Record set below:
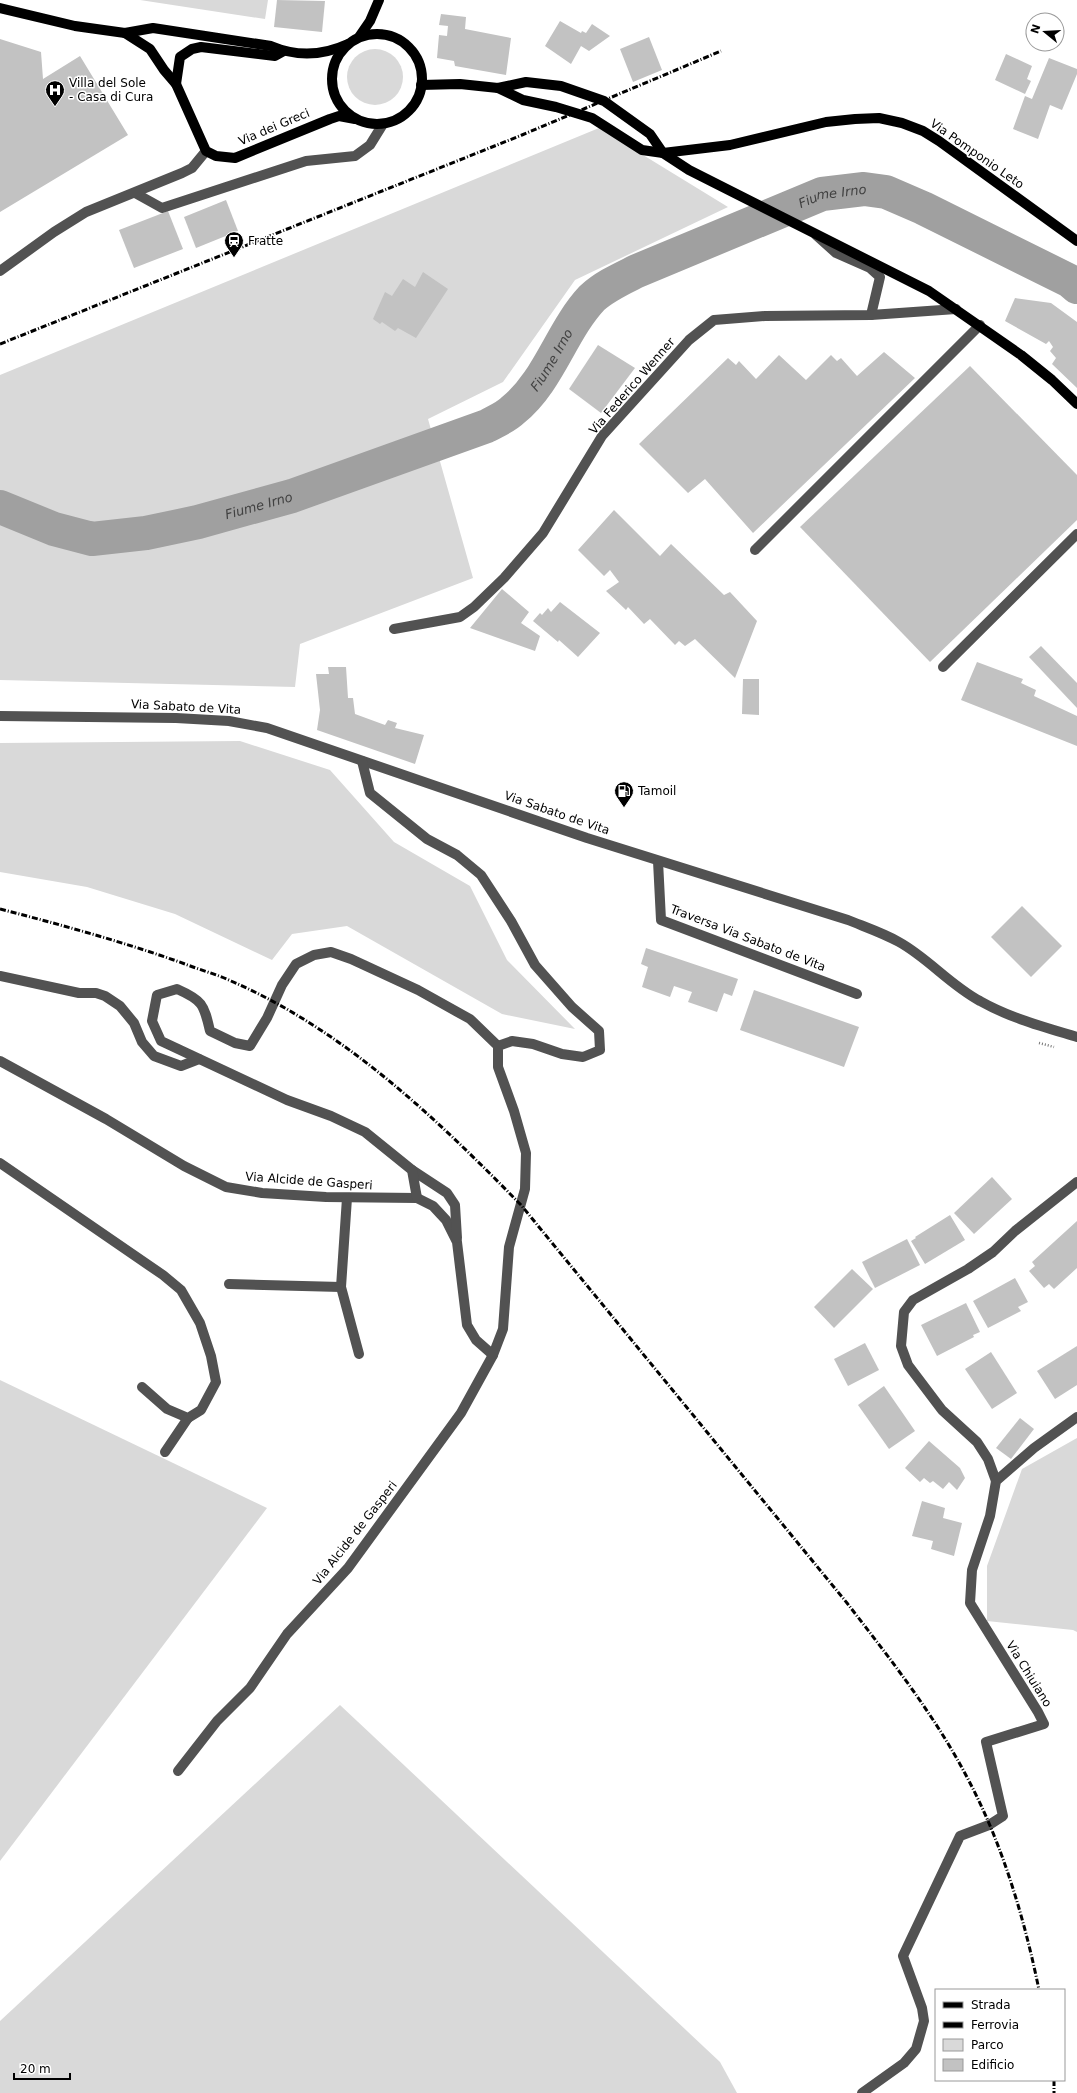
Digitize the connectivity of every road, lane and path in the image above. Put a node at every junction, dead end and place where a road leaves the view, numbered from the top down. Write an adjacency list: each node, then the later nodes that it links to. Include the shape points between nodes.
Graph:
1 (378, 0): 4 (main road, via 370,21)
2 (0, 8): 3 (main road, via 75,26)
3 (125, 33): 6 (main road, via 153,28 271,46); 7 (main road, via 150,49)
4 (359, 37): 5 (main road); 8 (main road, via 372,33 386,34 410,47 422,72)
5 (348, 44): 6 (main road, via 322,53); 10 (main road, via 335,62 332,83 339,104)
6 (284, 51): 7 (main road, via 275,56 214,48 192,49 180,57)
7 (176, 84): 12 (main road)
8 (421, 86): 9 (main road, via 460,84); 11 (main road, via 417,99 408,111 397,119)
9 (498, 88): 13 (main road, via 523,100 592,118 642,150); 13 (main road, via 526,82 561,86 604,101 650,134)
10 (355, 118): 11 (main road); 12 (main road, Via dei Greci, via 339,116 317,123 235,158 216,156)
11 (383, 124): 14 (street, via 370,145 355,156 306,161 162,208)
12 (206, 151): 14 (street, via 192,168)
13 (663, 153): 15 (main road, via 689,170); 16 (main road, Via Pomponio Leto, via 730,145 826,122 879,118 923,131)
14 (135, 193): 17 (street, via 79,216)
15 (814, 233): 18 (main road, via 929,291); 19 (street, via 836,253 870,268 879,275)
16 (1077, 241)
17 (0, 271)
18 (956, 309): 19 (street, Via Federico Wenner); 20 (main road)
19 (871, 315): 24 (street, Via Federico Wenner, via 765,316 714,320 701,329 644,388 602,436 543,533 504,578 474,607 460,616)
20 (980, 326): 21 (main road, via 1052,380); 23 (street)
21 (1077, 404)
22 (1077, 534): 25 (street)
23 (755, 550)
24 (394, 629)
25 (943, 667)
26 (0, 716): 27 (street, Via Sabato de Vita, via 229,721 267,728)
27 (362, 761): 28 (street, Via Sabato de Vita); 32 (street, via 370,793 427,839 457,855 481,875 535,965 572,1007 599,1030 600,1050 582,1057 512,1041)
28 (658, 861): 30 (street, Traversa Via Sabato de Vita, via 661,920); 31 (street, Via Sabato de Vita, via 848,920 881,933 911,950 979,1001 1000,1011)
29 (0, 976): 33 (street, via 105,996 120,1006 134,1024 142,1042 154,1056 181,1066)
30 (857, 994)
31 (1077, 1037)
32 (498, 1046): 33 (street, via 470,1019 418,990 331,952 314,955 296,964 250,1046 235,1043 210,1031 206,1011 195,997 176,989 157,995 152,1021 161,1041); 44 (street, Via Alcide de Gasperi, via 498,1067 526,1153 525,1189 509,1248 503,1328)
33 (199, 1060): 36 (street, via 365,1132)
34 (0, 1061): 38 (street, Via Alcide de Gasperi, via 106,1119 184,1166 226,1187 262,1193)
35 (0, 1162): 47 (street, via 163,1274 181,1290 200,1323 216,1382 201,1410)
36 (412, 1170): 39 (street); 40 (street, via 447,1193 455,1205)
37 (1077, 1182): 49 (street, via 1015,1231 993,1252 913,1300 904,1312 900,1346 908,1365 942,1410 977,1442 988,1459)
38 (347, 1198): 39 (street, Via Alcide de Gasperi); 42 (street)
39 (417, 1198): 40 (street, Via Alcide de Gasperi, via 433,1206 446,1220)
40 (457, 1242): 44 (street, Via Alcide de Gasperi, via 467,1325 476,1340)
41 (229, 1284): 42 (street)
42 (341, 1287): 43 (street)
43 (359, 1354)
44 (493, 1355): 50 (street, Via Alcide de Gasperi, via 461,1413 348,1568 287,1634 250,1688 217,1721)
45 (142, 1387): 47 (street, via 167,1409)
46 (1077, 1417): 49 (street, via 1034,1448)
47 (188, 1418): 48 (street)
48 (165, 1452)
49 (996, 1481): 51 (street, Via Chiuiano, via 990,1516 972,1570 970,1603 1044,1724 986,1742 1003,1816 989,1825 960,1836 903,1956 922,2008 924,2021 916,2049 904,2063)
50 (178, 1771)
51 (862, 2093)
End of Record set.
Exercise requirements: All lines in the entries above that hold the word "Vita" need to be copied.

Solved problem:
26 (0, 716): 27 (street, Via Sabato de Vita, via 229,721 267,728)
27 (362, 761): 28 (street, Via Sabato de Vita); 32 (street, via 370,793 427,839 457,855 481,875 535,965 572,1007 599,1030 600,1050 582,1057 512,1041)
28 (658, 861): 30 (street, Traversa Via Sabato de Vita, via 661,920); 31 (street, Via Sabato de Vita, via 848,920 881,933 911,950 979,1001 1000,1011)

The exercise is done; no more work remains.